#### EXERCISE OBJECTIVE
Work through the data below line by line and say how many lines hold "Boulevard"; give only the number.

#### GIVEN ENTRIES
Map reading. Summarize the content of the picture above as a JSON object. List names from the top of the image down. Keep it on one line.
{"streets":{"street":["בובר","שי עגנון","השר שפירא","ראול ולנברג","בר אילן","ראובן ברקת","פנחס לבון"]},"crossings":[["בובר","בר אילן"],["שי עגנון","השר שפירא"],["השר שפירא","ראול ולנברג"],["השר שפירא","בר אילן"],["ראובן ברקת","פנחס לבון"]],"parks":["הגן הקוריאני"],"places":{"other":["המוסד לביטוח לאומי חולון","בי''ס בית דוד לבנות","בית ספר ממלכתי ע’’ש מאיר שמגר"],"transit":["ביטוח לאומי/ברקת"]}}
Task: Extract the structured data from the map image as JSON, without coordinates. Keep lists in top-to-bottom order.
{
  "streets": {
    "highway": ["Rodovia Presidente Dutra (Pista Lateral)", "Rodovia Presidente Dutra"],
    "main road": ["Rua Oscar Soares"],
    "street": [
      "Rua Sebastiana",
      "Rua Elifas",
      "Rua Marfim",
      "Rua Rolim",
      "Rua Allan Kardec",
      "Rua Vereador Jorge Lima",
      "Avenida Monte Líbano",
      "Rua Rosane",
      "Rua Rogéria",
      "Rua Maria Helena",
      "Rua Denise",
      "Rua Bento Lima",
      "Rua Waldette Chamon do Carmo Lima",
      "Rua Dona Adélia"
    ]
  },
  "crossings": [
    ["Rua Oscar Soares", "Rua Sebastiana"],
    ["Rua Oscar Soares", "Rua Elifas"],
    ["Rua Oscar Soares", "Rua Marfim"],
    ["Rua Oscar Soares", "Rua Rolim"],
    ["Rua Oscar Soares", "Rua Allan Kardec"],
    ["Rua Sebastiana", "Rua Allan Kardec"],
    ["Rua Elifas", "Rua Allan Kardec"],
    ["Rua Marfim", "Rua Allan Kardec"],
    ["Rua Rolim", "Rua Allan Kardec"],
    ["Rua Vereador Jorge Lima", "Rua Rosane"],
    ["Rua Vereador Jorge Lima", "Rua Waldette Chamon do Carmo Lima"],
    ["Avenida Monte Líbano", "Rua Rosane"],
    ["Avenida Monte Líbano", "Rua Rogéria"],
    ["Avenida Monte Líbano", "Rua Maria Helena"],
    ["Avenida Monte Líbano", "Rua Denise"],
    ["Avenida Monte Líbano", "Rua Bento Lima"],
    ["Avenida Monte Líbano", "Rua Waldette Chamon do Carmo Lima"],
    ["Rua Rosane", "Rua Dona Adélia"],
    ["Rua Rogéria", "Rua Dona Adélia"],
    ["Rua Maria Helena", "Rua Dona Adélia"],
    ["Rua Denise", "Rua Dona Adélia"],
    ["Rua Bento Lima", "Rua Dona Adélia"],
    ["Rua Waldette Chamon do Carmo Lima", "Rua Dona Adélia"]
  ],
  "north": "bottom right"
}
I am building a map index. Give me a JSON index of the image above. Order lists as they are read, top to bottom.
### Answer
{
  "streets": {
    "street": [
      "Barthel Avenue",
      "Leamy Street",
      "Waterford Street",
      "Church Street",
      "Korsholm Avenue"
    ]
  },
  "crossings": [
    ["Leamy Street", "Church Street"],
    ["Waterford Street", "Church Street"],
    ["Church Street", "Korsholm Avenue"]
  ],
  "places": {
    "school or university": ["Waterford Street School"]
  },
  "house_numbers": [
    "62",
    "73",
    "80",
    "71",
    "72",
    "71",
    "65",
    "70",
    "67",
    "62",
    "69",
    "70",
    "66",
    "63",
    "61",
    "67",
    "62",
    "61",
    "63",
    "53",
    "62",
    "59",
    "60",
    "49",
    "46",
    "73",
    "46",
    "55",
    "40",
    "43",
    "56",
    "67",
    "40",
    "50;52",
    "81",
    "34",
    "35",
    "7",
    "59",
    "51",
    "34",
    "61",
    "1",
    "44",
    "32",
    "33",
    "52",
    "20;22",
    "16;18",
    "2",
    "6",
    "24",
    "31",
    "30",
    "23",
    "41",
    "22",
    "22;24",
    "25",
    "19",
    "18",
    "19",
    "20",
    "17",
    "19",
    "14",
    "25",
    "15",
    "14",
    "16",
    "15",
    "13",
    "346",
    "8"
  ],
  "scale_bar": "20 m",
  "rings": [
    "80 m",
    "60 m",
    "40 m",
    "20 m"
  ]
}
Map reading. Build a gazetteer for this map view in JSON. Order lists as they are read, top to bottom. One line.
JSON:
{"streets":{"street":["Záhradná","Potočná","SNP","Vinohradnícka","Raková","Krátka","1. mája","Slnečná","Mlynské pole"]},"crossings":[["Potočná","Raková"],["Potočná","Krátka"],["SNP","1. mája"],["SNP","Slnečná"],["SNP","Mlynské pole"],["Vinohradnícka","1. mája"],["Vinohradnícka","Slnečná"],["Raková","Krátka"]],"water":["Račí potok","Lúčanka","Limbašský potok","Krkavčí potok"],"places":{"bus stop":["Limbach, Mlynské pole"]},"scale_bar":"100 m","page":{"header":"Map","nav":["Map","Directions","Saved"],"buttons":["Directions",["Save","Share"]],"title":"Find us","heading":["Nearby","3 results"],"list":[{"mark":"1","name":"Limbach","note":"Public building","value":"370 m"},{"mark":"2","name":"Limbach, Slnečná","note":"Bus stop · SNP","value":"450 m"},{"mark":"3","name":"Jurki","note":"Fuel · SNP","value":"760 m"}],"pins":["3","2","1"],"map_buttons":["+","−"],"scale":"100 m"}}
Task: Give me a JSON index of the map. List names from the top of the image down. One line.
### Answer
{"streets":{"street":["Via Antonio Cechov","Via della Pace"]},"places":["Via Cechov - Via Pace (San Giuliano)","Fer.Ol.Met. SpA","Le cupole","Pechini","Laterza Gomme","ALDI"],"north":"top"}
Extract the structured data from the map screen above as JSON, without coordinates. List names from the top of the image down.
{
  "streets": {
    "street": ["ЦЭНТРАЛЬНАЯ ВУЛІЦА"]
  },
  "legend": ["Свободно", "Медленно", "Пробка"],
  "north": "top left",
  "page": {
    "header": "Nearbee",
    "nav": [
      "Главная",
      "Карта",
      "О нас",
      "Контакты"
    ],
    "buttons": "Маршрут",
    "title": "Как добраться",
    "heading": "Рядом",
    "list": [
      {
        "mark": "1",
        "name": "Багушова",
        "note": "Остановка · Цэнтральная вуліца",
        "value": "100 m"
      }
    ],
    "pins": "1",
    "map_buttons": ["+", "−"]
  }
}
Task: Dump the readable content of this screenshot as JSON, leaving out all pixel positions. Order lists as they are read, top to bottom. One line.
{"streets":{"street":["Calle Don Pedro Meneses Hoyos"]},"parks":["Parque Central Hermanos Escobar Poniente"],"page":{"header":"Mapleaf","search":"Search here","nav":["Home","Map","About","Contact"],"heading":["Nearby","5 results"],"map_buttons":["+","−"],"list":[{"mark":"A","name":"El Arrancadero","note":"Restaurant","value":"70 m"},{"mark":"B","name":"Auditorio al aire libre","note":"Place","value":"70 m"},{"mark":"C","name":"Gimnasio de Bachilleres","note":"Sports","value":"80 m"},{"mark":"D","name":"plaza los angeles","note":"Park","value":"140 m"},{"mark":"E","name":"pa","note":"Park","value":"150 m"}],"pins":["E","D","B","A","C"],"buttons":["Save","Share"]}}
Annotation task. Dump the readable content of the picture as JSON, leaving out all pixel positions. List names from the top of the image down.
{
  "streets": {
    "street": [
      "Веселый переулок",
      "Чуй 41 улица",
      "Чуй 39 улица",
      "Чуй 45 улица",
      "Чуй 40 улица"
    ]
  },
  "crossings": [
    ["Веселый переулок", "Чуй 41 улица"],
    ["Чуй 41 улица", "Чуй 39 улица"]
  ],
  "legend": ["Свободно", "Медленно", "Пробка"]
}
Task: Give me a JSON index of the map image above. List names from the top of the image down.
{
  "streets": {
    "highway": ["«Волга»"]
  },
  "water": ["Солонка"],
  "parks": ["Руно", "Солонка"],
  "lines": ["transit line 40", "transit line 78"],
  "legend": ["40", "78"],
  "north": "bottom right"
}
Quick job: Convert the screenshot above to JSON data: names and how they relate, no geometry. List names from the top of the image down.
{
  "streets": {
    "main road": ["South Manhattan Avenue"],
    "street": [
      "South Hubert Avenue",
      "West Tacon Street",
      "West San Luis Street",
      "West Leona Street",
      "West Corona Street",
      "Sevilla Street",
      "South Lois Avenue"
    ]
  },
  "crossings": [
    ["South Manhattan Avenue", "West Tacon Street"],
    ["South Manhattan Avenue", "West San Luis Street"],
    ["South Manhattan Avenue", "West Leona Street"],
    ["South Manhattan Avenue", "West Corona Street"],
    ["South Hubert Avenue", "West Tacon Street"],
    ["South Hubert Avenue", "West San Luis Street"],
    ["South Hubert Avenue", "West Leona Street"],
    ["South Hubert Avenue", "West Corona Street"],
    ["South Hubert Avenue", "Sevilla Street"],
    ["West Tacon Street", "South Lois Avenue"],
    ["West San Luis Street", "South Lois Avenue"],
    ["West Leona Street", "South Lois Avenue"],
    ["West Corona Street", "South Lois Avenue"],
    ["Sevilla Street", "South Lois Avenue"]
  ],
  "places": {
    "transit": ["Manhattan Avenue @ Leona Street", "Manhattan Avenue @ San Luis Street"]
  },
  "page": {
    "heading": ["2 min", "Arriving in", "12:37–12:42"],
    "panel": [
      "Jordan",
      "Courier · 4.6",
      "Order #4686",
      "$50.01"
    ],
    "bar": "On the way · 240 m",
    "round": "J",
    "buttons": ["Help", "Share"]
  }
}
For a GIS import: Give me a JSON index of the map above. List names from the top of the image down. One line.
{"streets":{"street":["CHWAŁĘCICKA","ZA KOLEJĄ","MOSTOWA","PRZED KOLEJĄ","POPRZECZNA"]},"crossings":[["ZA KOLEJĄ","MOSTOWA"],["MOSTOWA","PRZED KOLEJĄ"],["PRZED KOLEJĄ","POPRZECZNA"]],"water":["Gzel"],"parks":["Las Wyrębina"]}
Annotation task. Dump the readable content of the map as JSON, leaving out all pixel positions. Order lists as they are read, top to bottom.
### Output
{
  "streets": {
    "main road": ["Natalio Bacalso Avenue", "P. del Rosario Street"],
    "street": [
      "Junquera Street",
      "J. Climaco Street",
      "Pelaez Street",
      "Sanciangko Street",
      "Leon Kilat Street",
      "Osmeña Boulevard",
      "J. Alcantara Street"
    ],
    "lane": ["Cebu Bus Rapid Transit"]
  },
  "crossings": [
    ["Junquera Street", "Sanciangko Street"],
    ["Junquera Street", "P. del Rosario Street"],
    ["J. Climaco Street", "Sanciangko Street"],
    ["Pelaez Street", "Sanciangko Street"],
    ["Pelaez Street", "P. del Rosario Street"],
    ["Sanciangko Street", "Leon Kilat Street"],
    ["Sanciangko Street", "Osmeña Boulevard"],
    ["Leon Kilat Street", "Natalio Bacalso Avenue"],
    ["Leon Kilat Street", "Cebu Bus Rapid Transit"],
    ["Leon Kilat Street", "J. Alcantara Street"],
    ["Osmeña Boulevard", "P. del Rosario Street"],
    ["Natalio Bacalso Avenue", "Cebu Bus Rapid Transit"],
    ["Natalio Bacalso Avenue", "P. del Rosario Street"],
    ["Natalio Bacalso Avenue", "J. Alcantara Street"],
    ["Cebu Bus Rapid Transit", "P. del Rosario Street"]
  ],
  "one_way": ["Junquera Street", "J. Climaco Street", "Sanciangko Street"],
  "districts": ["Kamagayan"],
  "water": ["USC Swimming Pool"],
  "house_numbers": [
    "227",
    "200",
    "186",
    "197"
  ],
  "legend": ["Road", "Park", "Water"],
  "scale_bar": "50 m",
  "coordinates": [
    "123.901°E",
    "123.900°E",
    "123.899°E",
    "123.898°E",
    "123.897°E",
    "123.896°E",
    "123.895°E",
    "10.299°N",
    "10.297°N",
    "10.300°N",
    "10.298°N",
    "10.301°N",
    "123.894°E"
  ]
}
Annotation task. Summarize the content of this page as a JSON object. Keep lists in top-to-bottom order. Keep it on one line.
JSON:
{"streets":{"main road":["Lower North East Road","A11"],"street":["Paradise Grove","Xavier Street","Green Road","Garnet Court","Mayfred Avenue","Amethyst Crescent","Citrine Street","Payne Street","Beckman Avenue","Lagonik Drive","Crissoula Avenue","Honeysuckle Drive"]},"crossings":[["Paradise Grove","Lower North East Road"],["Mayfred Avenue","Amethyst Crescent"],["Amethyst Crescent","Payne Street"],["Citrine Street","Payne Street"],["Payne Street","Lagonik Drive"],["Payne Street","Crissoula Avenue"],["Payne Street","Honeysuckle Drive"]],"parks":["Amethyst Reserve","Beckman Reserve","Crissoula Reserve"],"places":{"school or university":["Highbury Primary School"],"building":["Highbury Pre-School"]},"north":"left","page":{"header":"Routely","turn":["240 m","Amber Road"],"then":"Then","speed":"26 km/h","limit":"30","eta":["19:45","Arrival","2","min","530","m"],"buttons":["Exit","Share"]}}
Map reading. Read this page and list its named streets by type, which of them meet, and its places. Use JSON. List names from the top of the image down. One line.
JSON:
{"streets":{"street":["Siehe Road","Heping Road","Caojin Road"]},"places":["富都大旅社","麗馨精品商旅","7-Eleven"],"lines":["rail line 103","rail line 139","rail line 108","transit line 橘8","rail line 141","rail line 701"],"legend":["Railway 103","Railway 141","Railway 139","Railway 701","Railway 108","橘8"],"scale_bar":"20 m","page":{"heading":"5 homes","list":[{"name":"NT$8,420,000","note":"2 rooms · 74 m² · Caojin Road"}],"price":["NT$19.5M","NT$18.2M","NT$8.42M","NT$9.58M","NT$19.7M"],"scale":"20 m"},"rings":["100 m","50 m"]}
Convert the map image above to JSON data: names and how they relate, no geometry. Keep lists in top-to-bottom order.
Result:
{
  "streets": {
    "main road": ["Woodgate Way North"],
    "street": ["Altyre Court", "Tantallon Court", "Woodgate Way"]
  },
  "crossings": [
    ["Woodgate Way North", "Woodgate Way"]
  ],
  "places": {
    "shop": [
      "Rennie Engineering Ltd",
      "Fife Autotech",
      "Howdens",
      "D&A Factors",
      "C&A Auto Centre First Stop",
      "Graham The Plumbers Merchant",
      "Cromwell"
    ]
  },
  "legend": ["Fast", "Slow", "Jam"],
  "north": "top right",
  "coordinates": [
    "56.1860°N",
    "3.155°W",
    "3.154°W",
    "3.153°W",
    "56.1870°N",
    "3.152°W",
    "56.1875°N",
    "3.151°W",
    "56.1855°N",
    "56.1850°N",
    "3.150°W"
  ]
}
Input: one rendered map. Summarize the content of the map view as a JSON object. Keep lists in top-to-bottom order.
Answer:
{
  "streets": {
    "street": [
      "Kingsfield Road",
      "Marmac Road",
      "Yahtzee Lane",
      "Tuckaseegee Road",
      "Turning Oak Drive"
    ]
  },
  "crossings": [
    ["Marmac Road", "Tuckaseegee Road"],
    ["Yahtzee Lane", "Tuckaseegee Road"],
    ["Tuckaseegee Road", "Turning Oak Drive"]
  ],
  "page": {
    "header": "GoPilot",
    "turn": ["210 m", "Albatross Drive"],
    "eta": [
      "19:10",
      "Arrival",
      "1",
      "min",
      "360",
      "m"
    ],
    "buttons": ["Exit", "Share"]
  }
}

#### SOLUTION TO THIS EXERCISE
3